Records drawn from a dataset
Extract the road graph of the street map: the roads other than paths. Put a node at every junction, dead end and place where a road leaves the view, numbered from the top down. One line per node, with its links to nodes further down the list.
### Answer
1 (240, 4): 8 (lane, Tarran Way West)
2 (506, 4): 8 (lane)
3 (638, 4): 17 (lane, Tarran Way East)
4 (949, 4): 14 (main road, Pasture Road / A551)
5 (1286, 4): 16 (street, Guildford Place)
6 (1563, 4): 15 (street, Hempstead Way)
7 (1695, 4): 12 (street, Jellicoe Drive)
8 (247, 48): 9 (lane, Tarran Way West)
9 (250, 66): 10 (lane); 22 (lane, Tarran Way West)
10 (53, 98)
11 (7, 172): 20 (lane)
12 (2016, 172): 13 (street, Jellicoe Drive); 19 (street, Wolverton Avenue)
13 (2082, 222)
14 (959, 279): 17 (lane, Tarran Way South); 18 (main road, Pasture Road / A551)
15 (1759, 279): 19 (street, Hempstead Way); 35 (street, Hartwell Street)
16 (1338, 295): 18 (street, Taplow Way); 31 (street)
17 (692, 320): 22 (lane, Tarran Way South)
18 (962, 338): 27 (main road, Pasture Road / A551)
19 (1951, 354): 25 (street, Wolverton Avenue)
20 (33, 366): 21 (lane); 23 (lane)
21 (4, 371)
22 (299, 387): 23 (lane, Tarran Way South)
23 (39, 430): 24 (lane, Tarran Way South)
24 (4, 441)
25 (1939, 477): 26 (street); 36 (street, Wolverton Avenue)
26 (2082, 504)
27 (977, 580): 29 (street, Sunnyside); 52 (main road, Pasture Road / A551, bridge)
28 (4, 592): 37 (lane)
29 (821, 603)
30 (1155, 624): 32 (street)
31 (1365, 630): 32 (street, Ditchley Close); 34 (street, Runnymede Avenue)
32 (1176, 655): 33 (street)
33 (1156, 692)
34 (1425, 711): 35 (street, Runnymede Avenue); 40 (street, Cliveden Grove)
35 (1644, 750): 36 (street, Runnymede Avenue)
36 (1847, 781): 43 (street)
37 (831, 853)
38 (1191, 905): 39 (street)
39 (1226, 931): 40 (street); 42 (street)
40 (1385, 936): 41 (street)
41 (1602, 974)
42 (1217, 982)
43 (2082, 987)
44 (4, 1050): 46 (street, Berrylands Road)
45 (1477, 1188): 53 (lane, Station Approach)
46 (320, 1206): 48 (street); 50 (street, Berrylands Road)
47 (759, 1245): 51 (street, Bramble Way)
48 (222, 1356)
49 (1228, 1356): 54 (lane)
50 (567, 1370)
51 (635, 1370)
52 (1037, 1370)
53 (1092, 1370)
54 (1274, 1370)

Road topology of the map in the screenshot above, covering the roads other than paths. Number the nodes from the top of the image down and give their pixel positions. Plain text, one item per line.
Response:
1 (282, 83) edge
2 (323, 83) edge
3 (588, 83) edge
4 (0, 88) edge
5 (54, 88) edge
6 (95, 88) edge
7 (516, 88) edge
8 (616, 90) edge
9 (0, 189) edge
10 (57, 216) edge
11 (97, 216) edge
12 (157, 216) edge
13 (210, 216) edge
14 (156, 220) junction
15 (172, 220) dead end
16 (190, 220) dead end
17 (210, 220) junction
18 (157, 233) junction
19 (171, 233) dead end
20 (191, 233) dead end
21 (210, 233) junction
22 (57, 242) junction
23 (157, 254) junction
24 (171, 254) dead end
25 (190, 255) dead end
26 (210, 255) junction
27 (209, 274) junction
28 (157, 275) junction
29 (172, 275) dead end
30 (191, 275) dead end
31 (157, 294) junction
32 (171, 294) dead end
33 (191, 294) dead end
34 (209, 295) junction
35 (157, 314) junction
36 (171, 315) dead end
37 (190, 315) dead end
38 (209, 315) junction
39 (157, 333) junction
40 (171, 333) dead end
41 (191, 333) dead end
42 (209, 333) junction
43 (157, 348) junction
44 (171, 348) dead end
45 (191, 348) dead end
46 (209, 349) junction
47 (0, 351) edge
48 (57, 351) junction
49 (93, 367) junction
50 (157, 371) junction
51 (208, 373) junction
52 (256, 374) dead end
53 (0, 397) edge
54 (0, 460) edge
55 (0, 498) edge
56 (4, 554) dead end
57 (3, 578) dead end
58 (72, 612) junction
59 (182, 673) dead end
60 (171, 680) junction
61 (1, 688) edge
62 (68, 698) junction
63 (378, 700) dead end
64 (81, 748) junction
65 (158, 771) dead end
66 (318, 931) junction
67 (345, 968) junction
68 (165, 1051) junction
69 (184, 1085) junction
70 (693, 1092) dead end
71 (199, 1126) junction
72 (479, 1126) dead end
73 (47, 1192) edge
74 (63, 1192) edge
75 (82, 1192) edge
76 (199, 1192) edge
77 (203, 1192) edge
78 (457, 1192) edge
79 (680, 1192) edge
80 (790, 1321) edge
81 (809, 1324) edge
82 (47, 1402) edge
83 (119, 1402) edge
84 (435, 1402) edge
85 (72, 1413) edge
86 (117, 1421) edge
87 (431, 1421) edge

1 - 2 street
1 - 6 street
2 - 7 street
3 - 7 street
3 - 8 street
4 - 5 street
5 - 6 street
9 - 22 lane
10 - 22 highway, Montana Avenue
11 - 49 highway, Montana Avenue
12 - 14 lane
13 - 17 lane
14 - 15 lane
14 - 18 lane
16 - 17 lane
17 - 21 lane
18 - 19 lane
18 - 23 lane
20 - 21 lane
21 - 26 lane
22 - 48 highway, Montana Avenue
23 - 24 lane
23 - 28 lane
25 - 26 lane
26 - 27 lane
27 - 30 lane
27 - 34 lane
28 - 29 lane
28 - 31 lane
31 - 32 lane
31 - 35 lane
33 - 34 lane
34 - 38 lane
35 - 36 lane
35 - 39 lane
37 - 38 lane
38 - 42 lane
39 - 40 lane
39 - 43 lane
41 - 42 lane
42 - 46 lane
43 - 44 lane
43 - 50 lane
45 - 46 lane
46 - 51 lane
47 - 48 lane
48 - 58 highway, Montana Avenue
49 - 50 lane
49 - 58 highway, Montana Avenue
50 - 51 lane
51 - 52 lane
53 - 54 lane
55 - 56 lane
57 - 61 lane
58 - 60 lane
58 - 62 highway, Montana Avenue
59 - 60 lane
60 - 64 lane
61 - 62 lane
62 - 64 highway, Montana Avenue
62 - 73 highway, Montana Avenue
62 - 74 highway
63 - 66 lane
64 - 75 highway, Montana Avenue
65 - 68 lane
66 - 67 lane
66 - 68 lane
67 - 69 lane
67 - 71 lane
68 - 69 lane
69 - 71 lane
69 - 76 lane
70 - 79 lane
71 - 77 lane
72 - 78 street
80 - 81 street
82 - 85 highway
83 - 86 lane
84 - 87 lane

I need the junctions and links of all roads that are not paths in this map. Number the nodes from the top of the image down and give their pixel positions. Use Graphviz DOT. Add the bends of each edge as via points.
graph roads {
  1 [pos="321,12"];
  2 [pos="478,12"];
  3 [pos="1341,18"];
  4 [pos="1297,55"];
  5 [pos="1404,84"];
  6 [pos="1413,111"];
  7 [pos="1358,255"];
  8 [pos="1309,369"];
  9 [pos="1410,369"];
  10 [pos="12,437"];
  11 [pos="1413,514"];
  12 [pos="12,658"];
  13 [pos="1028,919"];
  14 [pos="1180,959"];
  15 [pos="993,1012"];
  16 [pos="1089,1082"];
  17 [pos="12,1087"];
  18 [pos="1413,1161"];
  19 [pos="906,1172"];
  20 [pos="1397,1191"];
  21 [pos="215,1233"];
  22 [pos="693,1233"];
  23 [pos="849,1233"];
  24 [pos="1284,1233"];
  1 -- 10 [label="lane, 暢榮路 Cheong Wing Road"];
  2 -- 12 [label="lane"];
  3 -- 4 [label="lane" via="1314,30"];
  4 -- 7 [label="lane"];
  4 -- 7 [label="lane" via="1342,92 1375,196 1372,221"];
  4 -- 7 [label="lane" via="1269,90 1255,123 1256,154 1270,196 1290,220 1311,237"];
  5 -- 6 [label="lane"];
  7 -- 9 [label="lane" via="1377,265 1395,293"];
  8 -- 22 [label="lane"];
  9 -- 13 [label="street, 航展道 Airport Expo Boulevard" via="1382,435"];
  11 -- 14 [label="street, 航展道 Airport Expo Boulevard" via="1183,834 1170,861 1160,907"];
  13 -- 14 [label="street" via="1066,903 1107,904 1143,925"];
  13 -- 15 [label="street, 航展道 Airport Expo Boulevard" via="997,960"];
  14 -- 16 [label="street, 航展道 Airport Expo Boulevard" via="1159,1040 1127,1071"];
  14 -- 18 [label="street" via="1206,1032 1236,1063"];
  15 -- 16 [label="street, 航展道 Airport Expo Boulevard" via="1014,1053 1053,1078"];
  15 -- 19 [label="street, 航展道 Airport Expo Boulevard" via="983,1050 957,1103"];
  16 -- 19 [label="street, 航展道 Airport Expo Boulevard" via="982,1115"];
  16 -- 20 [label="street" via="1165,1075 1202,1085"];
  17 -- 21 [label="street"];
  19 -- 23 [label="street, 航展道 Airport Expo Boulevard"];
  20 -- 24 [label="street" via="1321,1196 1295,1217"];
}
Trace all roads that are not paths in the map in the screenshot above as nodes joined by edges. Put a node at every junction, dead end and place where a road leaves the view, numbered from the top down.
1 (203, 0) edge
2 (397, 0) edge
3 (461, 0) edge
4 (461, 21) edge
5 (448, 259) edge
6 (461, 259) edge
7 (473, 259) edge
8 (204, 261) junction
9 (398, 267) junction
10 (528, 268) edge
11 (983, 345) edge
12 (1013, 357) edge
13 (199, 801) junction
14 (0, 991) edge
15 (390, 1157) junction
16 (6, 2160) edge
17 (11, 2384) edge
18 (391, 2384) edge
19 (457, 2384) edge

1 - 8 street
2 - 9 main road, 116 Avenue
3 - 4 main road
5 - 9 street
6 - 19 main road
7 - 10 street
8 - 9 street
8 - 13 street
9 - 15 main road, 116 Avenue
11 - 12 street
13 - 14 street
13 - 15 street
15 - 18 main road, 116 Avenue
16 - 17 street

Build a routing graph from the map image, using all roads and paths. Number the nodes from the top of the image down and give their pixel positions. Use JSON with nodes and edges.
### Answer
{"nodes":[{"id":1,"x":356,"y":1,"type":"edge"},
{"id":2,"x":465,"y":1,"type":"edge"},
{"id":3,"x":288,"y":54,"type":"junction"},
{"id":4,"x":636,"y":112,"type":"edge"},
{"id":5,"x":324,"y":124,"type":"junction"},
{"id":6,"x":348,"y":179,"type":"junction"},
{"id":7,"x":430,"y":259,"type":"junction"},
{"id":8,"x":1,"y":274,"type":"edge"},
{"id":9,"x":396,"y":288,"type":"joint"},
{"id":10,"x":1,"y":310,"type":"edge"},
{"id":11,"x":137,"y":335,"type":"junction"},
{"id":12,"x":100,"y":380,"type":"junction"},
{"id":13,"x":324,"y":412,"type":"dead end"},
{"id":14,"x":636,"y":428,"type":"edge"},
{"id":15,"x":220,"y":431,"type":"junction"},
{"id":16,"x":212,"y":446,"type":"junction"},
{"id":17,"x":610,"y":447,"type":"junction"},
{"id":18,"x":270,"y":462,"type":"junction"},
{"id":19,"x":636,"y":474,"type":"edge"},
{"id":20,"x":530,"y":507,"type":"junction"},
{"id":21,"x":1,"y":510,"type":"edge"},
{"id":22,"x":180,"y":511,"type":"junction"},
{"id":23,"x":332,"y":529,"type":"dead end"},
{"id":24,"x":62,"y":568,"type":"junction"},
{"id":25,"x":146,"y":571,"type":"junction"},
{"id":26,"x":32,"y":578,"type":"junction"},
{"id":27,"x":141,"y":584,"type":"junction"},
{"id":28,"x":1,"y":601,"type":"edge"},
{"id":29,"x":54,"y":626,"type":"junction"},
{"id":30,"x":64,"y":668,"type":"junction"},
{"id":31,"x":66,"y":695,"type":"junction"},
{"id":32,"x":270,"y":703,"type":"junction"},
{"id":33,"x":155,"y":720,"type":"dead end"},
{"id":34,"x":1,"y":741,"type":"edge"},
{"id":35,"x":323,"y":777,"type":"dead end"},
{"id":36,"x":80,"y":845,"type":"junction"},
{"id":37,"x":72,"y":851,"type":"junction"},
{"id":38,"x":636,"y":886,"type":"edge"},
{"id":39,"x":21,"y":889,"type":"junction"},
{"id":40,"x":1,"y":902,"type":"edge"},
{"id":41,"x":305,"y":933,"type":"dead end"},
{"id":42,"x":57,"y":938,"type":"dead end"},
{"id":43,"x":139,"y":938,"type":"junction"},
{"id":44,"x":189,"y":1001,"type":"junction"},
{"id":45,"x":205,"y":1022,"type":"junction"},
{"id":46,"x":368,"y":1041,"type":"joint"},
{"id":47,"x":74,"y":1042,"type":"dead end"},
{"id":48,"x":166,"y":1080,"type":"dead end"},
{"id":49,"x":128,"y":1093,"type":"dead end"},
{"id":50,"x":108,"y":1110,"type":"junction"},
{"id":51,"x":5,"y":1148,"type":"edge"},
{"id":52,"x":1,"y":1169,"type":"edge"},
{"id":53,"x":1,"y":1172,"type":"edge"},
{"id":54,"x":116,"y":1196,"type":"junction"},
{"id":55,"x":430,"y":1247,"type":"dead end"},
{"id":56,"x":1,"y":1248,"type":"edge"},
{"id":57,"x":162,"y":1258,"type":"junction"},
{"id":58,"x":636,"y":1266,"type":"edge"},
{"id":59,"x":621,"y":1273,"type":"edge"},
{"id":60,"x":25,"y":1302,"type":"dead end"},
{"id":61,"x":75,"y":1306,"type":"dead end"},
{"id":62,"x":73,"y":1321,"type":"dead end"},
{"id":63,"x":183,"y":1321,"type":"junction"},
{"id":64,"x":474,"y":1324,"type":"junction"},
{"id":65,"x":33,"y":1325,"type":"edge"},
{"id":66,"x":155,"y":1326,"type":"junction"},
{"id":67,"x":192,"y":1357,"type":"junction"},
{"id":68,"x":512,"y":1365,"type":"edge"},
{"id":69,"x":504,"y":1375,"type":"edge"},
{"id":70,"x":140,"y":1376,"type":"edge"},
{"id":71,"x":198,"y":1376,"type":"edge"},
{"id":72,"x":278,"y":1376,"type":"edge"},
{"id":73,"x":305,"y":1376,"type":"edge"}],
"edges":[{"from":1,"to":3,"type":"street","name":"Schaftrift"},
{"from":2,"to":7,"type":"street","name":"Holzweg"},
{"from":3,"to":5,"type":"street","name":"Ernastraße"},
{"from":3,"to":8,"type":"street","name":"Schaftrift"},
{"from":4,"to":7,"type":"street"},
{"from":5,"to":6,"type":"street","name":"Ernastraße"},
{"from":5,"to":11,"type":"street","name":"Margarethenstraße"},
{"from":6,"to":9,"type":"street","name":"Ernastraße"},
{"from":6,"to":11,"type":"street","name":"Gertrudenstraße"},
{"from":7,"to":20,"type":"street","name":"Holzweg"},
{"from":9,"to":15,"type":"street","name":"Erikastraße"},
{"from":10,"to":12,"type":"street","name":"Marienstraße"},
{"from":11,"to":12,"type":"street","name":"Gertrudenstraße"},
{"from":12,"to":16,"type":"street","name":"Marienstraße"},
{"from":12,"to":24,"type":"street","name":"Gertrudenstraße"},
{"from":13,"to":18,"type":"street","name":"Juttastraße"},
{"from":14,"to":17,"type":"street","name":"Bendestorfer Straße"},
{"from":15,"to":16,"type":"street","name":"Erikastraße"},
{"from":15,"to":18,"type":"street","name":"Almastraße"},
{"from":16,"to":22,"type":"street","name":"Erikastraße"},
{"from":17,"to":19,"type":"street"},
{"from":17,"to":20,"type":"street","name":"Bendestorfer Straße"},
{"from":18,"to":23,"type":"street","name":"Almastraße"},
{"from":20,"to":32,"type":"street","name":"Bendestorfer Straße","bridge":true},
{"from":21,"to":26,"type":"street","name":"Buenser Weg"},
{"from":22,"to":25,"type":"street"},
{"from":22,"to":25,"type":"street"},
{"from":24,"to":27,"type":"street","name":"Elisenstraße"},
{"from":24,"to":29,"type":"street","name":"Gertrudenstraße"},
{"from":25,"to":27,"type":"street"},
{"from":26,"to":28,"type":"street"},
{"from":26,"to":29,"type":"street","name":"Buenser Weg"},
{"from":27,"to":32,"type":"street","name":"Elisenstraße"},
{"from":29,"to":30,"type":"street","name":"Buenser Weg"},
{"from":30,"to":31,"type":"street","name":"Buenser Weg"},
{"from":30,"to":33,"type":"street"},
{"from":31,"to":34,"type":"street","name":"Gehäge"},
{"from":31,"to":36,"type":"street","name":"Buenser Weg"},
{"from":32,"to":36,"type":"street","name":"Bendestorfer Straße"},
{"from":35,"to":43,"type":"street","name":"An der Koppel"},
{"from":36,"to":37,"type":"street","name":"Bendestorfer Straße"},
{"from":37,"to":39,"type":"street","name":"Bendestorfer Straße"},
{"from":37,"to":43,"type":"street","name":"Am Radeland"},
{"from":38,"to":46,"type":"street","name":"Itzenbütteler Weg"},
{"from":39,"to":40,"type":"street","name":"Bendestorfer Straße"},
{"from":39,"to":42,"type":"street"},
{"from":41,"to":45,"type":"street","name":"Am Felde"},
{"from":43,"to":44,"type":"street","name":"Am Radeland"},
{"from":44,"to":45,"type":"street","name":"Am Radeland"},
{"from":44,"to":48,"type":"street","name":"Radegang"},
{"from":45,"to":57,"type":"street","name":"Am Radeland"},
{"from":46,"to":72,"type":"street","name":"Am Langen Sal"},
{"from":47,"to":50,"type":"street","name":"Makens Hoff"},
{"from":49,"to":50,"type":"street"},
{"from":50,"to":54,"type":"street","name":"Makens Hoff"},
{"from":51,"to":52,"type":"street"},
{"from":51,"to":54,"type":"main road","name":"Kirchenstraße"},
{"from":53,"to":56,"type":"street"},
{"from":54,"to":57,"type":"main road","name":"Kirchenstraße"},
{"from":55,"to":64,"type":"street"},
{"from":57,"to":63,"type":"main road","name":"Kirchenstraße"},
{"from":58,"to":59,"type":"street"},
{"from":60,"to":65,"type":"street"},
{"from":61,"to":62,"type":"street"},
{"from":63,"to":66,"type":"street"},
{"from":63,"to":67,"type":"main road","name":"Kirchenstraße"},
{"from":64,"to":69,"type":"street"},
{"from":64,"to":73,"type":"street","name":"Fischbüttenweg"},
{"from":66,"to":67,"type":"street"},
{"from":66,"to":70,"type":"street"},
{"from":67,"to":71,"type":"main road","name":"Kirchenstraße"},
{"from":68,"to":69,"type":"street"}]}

▸ Exercise objective: From the records given above, copy all lines containing "Hoff".

▸ Task solution:
{"from":47,"to":50,"type":"street","name":"Makens Hoff"},
{"from":50,"to":54,"type":"street","name":"Makens Hoff"},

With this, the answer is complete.